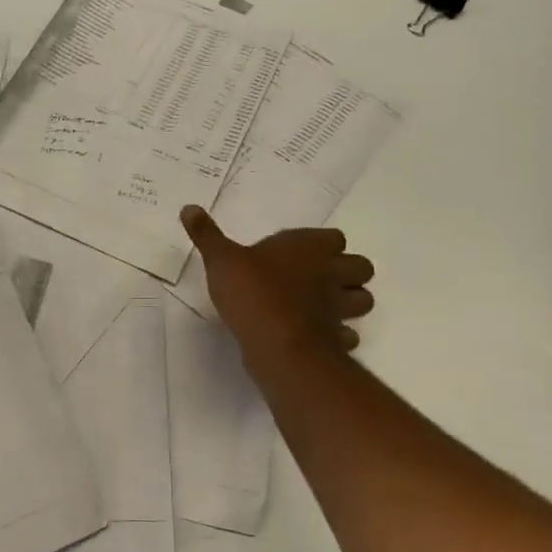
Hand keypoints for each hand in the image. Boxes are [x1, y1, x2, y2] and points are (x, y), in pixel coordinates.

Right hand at [181, 206, 375, 360]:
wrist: (276, 343)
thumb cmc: (252, 292)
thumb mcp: (221, 260)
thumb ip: (207, 235)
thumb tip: (189, 207)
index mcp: (308, 248)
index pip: (335, 238)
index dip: (325, 245)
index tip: (305, 252)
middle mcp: (331, 274)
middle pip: (362, 267)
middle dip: (349, 272)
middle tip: (321, 279)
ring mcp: (338, 308)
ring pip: (363, 300)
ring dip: (351, 302)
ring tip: (325, 307)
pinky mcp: (337, 340)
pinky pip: (348, 336)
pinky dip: (339, 336)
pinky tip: (320, 337)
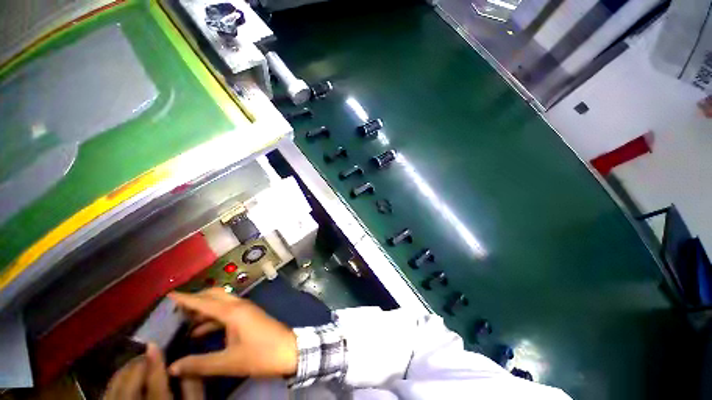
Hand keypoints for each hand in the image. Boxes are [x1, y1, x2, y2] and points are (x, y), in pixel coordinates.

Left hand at [103, 343, 202, 399]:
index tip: (153, 345)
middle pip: (128, 391)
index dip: (153, 365)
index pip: (155, 388)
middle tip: (145, 354)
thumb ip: (193, 388)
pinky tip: (122, 380)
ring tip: (134, 364)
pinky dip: (113, 386)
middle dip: (134, 368)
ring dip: (122, 375)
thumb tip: (185, 362)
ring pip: (113, 395)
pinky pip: (106, 399)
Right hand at [167, 288, 297, 378]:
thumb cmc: (261, 354)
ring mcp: (245, 310)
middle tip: (174, 311)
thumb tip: (172, 366)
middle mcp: (239, 305)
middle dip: (195, 300)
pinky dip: (212, 319)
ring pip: (221, 304)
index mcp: (233, 311)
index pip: (204, 302)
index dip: (185, 298)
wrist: (289, 350)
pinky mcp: (249, 317)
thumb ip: (199, 364)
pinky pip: (227, 313)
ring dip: (203, 311)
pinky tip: (200, 332)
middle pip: (214, 296)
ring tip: (182, 323)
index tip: (168, 295)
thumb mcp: (229, 362)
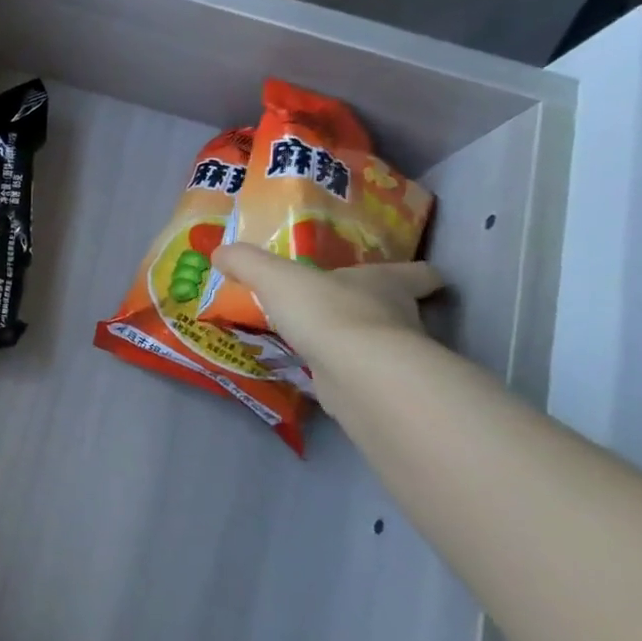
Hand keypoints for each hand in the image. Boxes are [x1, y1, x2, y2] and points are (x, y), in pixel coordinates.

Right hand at [210, 243, 443, 366]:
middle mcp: (400, 316)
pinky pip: (359, 374)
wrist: (357, 375)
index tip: (408, 276)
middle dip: (374, 307)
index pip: (420, 274)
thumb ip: (248, 263)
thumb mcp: (276, 277)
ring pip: (380, 343)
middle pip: (399, 309)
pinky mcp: (378, 388)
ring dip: (355, 341)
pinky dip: (342, 372)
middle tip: (338, 306)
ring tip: (319, 341)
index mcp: (386, 282)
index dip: (417, 273)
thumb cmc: (328, 312)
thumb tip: (220, 251)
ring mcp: (392, 356)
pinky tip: (315, 372)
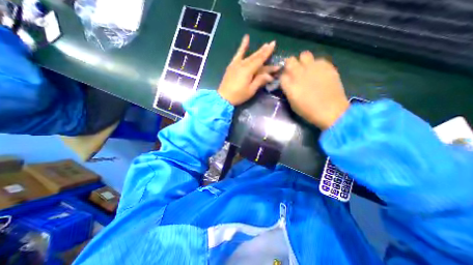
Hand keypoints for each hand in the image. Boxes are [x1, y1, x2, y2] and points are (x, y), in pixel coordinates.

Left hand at [219, 34, 279, 105]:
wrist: (223, 97)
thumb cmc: (238, 95)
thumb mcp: (250, 90)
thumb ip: (259, 81)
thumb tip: (269, 75)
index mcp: (248, 71)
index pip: (260, 60)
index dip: (268, 53)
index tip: (274, 45)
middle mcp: (243, 64)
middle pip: (256, 58)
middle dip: (264, 51)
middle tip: (271, 44)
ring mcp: (236, 64)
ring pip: (249, 56)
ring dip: (257, 51)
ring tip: (264, 45)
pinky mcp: (232, 65)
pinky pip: (238, 54)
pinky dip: (242, 46)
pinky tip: (246, 38)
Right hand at [278, 51, 347, 128]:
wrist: (330, 111)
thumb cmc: (308, 111)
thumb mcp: (292, 103)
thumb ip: (289, 90)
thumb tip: (288, 82)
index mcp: (289, 85)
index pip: (281, 75)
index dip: (283, 77)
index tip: (286, 80)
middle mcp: (299, 74)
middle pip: (290, 60)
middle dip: (290, 65)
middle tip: (295, 71)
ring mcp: (313, 68)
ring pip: (304, 55)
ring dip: (303, 61)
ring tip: (307, 69)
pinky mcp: (326, 66)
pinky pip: (318, 59)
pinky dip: (316, 65)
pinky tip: (319, 73)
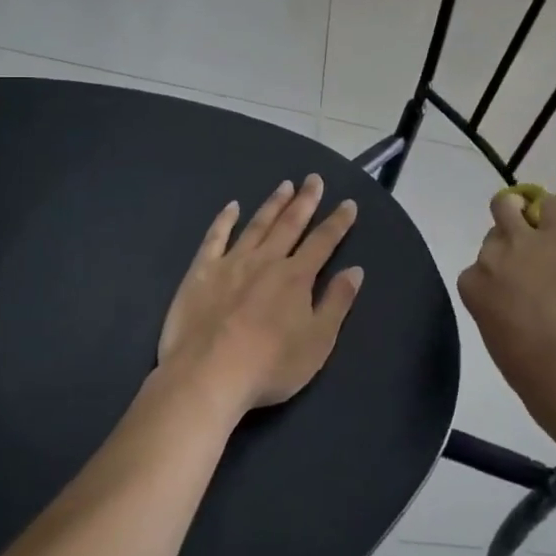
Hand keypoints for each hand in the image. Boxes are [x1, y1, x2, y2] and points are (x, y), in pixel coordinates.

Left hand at [158, 176, 363, 414]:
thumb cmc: (269, 365)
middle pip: (290, 224)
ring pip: (257, 225)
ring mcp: (231, 263)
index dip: (338, 222)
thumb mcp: (318, 341)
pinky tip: (231, 207)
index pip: (323, 241)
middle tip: (314, 179)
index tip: (348, 203)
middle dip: (305, 201)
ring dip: (273, 204)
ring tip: (285, 185)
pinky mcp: (201, 273)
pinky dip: (224, 221)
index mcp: (297, 277)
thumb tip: (355, 270)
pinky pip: (214, 238)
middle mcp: (267, 260)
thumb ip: (337, 303)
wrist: (207, 376)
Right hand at [457, 193, 555, 387]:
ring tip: (537, 224)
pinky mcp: (554, 237)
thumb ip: (495, 309)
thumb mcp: (494, 333)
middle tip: (523, 255)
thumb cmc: (526, 365)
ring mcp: (521, 242)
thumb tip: (510, 306)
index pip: (476, 270)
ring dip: (521, 213)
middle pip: (491, 236)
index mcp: (471, 286)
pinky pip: (550, 206)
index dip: (494, 277)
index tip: (509, 289)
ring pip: (509, 207)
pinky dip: (552, 209)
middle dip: (504, 243)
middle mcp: (490, 257)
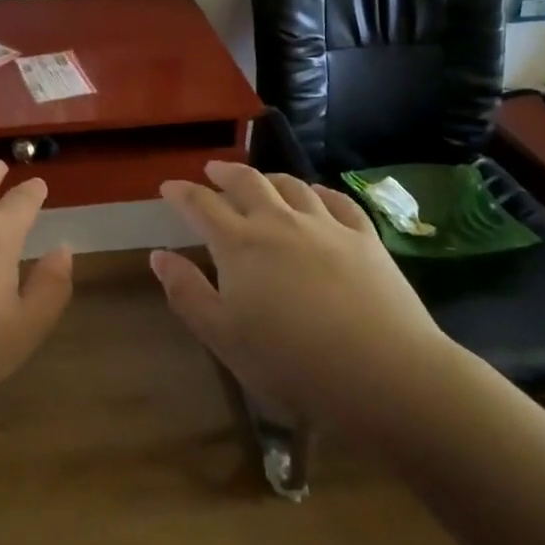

━━━━━━━━━━━━━━━━━━━━━━━━━━━━━━

What you are asked to do:
From the line containing "index tip: (348, 203)" through the end of the entries, quote each line exactly and nothing else, excluding all pictures.

Output for this task:
index tip: (348, 203)
middle dip: (305, 201)
ring dip: (273, 204)
ring tip: (285, 185)
pinky mcp: (201, 273)
pinky dip: (224, 221)
index mcp: (297, 277)
thumb tip: (355, 270)
pinky pip: (214, 238)
middle mcp: (267, 260)
thumb ip: (337, 303)
wrist: (207, 376)
Right hand at [457, 193, 555, 387]:
ring tip: (537, 224)
pinky mcp: (554, 237)
thumb ip: (495, 309)
thumb mcp: (494, 333)
middle tip: (523, 255)
thumb cmc: (526, 365)
ring mcp: (521, 242)
thumb tip: (510, 306)
index pip: (476, 270)
ring dip: (521, 213)
middle pip: (491, 236)
index mcp: (471, 286)
pinky pip: (550, 206)
index dip: (494, 277)
index tip: (509, 289)
ring pip: (509, 207)
pinky dip: (552, 209)
middle dip: (504, 243)
middle mcp: (490, 257)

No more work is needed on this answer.